* [HOW TO COMPLETE THIS TASK]: Collect all lines below with the string "HARWOOD".

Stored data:

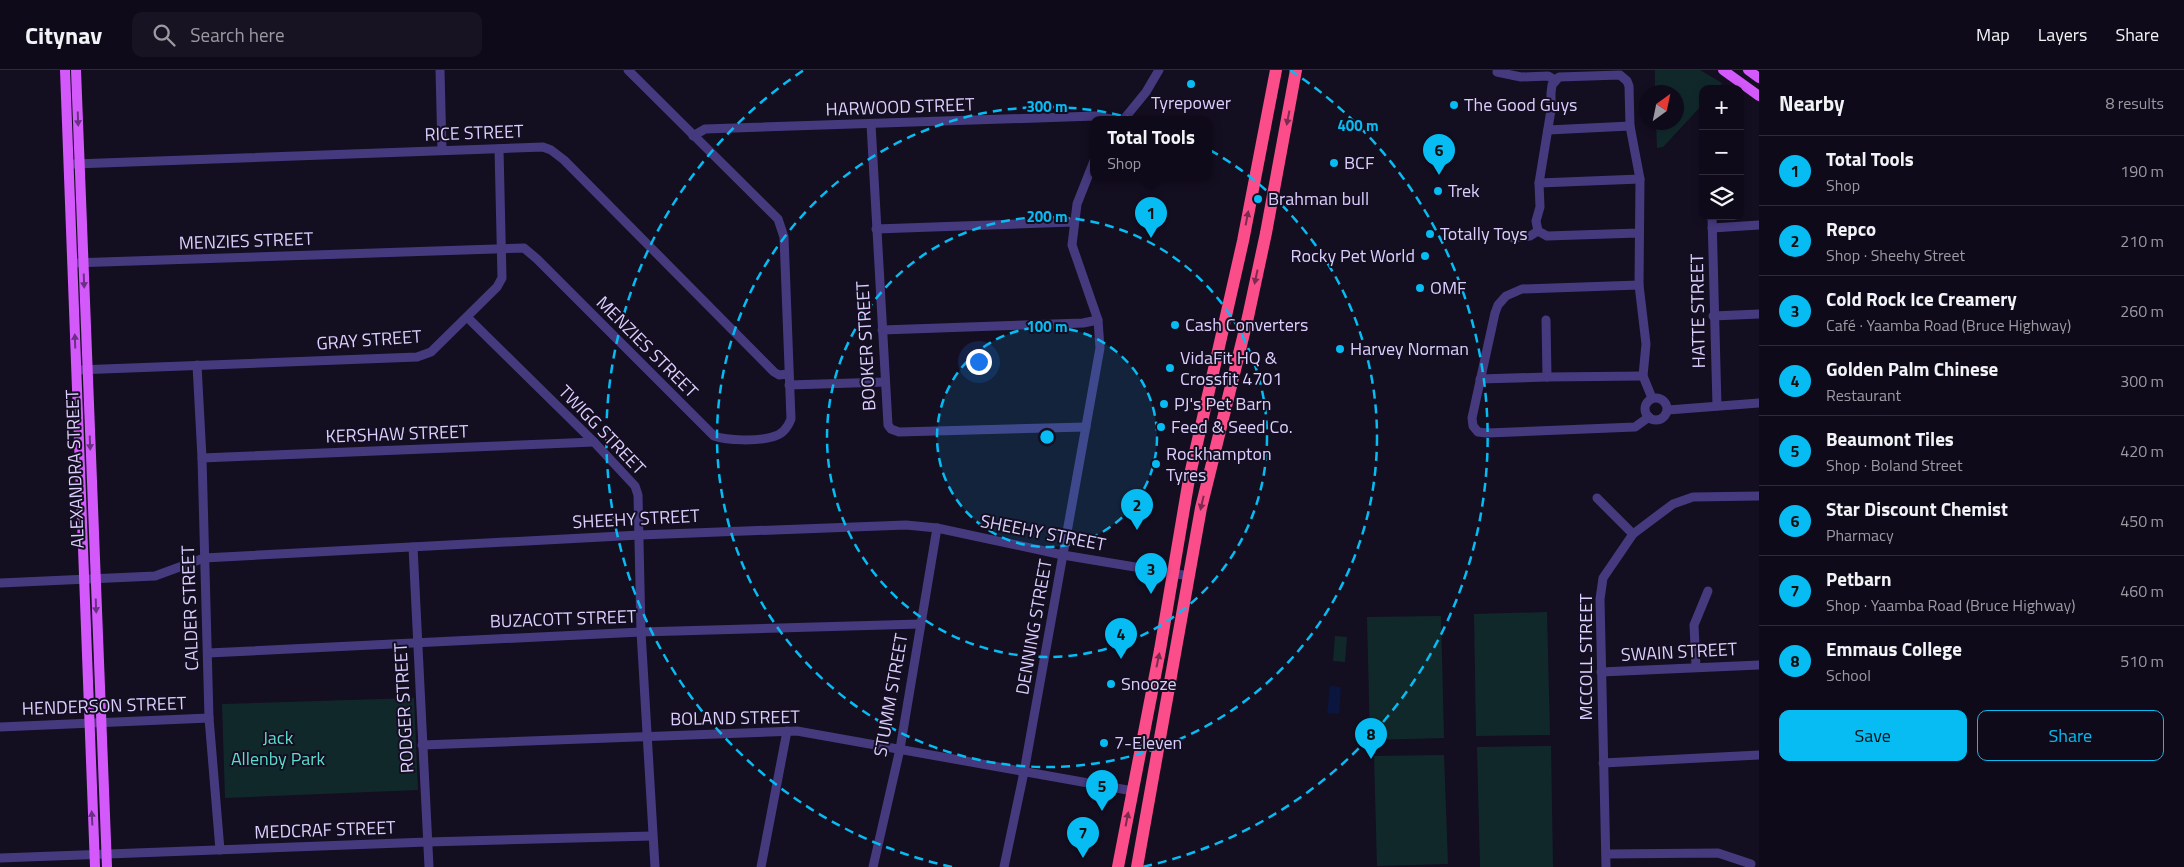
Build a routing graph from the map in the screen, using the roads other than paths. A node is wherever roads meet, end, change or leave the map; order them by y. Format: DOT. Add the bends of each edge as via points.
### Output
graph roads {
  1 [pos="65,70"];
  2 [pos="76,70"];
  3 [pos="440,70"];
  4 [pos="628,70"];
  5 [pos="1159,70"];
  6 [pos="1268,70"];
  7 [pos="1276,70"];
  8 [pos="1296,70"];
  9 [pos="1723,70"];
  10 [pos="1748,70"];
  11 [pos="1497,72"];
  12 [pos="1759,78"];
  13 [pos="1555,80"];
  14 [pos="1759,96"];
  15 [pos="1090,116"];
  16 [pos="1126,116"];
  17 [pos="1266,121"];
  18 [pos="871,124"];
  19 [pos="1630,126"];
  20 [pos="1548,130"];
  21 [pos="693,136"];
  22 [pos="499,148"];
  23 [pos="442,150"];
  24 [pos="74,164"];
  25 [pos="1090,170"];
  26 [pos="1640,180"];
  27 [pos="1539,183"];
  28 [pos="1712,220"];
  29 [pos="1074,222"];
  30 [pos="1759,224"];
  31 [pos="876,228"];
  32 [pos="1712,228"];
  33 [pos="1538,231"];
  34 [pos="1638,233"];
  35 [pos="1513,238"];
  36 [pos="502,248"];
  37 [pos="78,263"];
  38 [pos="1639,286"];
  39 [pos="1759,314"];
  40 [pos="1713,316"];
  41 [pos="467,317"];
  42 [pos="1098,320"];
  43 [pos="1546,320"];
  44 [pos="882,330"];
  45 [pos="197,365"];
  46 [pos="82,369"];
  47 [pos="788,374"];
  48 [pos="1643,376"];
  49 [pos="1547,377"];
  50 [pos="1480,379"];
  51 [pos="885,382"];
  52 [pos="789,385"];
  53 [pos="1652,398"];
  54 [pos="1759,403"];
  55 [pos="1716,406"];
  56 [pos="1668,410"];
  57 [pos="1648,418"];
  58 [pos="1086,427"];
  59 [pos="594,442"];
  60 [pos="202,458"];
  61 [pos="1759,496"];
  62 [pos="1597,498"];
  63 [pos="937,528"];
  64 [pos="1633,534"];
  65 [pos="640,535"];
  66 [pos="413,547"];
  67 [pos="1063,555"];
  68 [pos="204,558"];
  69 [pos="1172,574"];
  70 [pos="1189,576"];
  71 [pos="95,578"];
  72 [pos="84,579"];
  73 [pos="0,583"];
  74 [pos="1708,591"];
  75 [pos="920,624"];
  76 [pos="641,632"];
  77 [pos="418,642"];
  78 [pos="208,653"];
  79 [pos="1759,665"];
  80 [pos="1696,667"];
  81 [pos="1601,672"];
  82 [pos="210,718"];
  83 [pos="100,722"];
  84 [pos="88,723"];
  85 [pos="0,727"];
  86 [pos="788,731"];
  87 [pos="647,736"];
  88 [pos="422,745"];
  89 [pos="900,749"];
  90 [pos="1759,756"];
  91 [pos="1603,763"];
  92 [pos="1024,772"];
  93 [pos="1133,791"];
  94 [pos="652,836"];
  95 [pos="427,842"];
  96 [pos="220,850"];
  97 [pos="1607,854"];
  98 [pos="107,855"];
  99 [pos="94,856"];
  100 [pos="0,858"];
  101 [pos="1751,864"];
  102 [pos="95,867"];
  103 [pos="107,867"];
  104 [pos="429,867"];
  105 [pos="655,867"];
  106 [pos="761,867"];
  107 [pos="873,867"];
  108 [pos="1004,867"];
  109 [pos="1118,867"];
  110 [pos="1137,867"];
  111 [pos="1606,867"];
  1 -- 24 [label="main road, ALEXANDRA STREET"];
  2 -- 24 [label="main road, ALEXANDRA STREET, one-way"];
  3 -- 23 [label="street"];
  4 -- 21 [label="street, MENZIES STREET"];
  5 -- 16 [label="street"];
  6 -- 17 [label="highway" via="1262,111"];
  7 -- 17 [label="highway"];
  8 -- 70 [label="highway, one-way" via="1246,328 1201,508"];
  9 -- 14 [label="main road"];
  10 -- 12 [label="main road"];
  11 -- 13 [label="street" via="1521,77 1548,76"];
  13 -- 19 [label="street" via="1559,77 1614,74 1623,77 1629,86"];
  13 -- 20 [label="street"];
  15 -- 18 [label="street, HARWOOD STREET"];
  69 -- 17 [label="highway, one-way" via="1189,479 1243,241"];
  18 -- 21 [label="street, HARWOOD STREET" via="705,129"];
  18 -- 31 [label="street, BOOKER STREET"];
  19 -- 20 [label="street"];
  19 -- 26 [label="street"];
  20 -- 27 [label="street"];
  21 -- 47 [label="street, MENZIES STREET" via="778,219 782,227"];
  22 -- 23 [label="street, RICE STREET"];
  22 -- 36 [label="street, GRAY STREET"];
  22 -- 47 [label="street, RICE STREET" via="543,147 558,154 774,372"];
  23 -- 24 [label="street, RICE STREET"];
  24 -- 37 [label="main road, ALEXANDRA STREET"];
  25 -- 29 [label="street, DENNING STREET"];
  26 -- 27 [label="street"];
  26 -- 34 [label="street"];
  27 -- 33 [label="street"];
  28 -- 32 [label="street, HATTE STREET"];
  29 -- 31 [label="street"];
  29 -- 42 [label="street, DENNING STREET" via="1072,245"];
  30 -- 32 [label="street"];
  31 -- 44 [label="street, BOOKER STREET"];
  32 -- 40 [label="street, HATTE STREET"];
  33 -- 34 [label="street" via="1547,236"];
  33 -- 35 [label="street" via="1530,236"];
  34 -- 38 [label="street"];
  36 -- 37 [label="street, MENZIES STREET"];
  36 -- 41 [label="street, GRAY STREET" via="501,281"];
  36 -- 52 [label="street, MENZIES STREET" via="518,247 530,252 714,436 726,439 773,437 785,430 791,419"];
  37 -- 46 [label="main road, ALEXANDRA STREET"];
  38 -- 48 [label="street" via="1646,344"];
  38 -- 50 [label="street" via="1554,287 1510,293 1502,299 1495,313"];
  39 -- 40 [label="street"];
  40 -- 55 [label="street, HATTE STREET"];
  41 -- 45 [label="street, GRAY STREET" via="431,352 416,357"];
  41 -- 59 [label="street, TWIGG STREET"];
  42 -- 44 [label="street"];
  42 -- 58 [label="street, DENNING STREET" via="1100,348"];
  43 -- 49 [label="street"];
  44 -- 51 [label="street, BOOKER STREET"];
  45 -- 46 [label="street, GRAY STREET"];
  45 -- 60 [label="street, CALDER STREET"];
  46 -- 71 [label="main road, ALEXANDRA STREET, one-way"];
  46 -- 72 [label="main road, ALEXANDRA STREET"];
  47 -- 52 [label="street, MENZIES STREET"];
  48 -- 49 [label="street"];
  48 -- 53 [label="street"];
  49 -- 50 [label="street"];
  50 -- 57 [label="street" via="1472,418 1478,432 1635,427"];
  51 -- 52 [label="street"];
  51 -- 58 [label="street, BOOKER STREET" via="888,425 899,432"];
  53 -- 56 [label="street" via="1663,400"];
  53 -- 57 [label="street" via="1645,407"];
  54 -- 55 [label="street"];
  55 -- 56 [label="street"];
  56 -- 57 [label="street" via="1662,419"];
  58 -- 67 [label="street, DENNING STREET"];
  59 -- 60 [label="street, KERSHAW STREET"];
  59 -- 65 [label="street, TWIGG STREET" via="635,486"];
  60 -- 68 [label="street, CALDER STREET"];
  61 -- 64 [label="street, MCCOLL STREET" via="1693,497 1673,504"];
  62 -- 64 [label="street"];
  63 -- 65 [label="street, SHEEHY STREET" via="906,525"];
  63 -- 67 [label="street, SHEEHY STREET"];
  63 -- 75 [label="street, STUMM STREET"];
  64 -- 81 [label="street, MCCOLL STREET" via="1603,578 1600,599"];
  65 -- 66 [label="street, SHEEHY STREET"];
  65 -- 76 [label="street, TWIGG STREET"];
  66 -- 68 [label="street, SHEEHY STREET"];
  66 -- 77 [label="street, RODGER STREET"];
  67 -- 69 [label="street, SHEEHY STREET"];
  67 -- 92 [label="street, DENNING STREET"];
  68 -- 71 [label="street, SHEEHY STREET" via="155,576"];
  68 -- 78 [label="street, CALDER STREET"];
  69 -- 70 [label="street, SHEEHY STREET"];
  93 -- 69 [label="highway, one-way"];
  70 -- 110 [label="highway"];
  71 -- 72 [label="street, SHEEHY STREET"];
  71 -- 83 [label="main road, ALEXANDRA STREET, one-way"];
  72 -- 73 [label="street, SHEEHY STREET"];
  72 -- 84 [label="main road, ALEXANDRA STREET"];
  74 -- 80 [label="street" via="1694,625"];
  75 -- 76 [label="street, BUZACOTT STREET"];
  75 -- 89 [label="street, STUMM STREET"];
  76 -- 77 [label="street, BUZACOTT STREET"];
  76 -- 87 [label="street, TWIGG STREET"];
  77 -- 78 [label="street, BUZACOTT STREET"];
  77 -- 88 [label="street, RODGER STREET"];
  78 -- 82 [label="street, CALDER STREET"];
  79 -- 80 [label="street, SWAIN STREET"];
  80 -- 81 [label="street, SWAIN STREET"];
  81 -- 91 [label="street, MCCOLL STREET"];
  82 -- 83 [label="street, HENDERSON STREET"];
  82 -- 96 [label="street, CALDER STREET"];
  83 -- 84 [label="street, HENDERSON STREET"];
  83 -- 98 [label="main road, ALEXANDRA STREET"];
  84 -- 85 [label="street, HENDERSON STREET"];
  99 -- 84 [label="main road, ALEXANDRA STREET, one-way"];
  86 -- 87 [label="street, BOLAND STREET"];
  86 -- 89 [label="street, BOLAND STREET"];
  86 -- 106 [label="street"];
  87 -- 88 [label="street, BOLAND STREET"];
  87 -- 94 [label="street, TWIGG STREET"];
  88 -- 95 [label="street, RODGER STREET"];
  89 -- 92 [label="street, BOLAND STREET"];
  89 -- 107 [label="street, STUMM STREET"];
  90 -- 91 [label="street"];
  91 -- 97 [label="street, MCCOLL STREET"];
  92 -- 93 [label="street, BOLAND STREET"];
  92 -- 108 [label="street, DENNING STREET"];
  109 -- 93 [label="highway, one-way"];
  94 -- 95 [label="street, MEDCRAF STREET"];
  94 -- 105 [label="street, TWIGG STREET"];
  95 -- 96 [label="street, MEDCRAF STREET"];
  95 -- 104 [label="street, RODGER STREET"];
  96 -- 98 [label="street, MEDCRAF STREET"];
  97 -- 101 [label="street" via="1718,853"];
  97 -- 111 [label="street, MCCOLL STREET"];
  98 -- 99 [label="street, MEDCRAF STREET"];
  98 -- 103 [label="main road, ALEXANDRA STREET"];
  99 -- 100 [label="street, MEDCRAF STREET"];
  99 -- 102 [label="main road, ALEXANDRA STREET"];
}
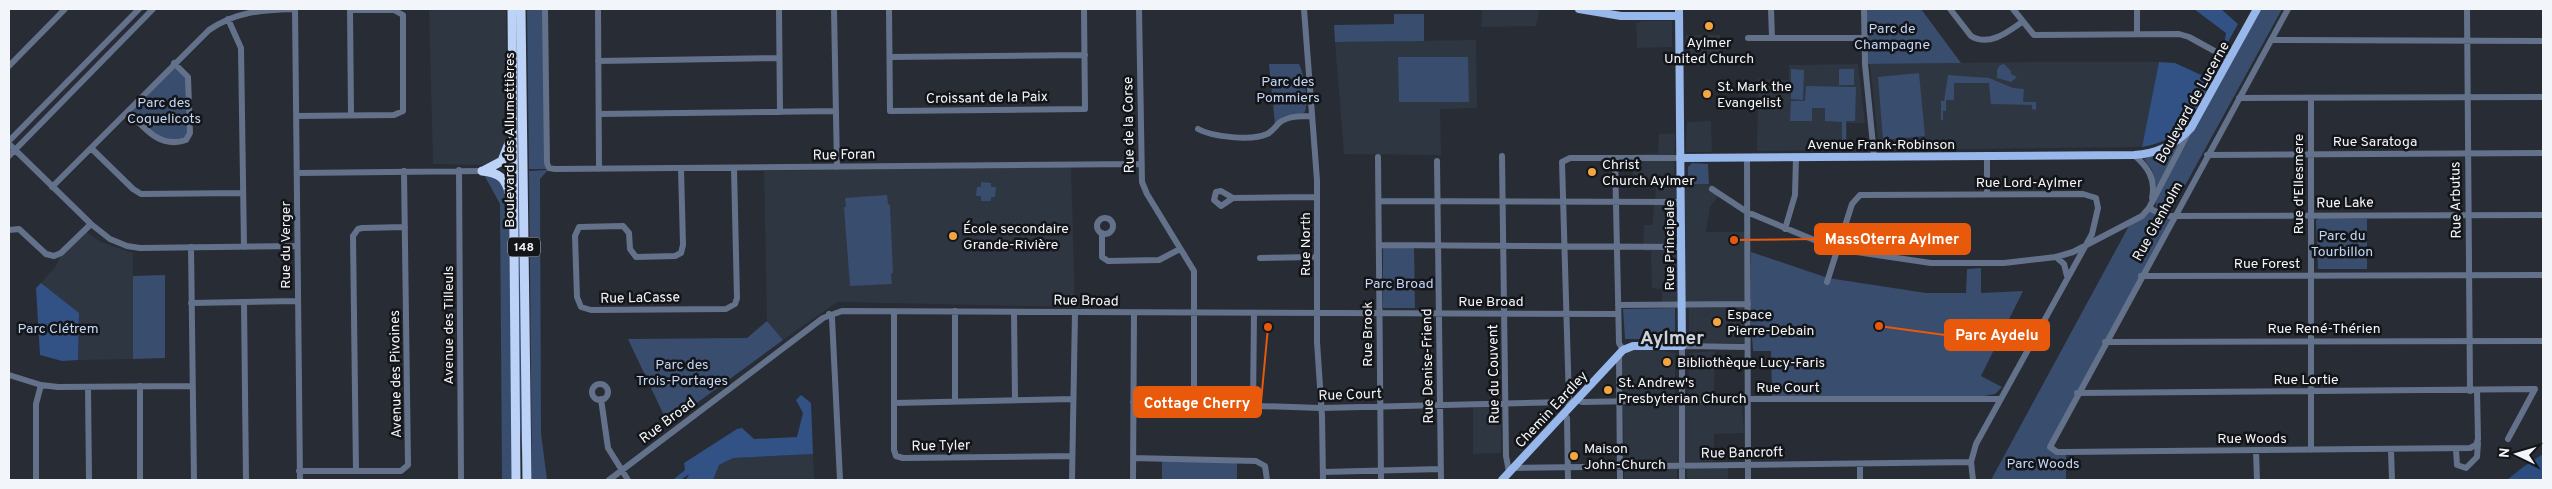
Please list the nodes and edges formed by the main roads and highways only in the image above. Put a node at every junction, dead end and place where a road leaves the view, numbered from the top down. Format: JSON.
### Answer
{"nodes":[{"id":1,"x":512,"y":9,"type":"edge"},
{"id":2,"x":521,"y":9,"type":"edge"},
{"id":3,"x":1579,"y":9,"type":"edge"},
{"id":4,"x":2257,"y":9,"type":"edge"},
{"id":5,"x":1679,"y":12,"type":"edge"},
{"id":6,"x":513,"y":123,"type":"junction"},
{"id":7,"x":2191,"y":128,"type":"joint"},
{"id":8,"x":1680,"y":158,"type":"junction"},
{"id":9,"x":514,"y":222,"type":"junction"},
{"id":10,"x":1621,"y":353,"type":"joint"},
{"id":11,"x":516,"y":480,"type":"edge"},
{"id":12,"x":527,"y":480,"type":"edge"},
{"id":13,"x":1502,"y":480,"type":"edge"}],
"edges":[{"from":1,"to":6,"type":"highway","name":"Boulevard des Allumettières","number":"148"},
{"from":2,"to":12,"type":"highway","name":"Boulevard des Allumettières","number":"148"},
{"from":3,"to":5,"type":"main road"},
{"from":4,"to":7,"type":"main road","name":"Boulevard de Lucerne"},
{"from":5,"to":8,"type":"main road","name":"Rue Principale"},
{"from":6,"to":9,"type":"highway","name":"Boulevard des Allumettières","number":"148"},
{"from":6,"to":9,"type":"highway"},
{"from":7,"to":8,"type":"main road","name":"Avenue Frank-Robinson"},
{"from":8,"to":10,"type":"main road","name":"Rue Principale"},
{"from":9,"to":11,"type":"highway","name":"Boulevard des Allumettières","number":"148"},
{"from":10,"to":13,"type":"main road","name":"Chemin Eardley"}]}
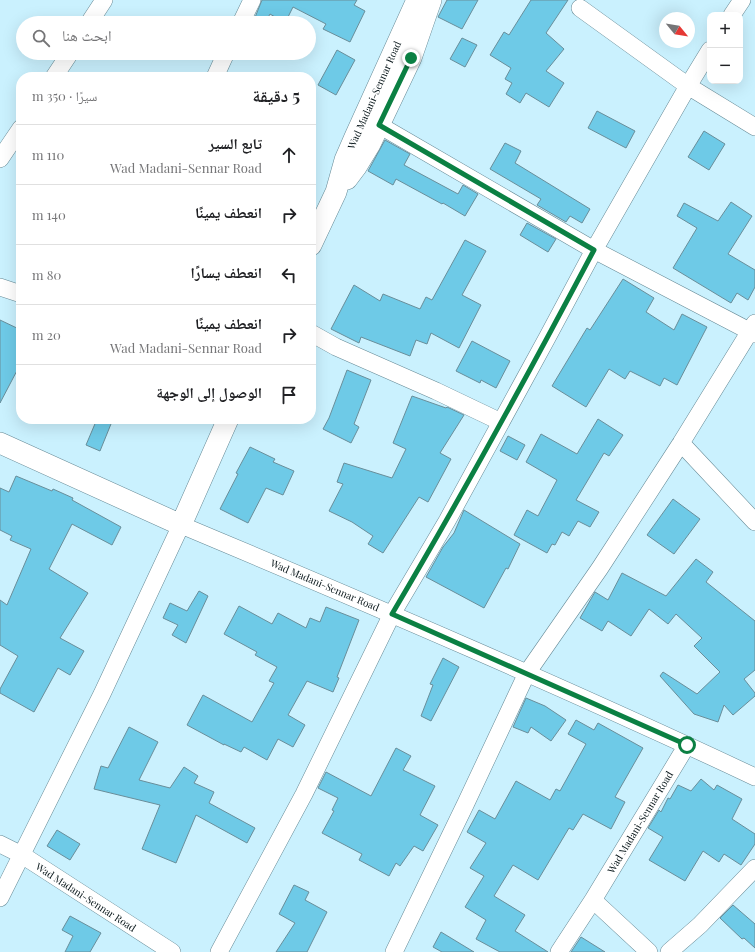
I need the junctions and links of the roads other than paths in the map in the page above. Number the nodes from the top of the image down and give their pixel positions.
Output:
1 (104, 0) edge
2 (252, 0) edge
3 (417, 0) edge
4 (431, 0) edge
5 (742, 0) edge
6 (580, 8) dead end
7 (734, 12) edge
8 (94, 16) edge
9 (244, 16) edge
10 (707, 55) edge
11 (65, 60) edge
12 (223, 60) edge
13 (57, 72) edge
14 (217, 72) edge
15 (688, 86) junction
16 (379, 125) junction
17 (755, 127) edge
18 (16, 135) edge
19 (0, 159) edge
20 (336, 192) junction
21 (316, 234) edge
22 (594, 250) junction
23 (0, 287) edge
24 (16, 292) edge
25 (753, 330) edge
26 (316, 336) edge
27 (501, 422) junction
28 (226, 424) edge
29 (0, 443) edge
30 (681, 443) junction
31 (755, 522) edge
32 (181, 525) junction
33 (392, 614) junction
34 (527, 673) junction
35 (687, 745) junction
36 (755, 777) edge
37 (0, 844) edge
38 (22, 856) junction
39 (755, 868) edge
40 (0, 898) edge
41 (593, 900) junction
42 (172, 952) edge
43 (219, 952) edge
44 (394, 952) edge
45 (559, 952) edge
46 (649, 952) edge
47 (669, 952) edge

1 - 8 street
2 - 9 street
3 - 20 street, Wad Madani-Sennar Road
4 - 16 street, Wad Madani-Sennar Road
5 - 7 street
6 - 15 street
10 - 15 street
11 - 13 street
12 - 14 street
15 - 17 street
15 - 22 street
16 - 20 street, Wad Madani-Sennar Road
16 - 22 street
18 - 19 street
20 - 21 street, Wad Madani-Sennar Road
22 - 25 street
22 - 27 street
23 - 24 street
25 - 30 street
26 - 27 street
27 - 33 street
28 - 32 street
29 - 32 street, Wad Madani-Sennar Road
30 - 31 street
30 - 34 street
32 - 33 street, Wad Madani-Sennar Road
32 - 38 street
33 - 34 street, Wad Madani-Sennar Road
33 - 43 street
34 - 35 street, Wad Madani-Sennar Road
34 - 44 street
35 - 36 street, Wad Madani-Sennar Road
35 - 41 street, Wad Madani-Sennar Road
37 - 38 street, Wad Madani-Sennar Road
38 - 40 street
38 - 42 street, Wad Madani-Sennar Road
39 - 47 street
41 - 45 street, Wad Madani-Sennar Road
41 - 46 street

* [YOUR SOLUTION]:
  15 -- 18 [label="street, HARWOOD STREET"];
  18 -- 21 [label="street, HARWOOD STREET" via="705,129"];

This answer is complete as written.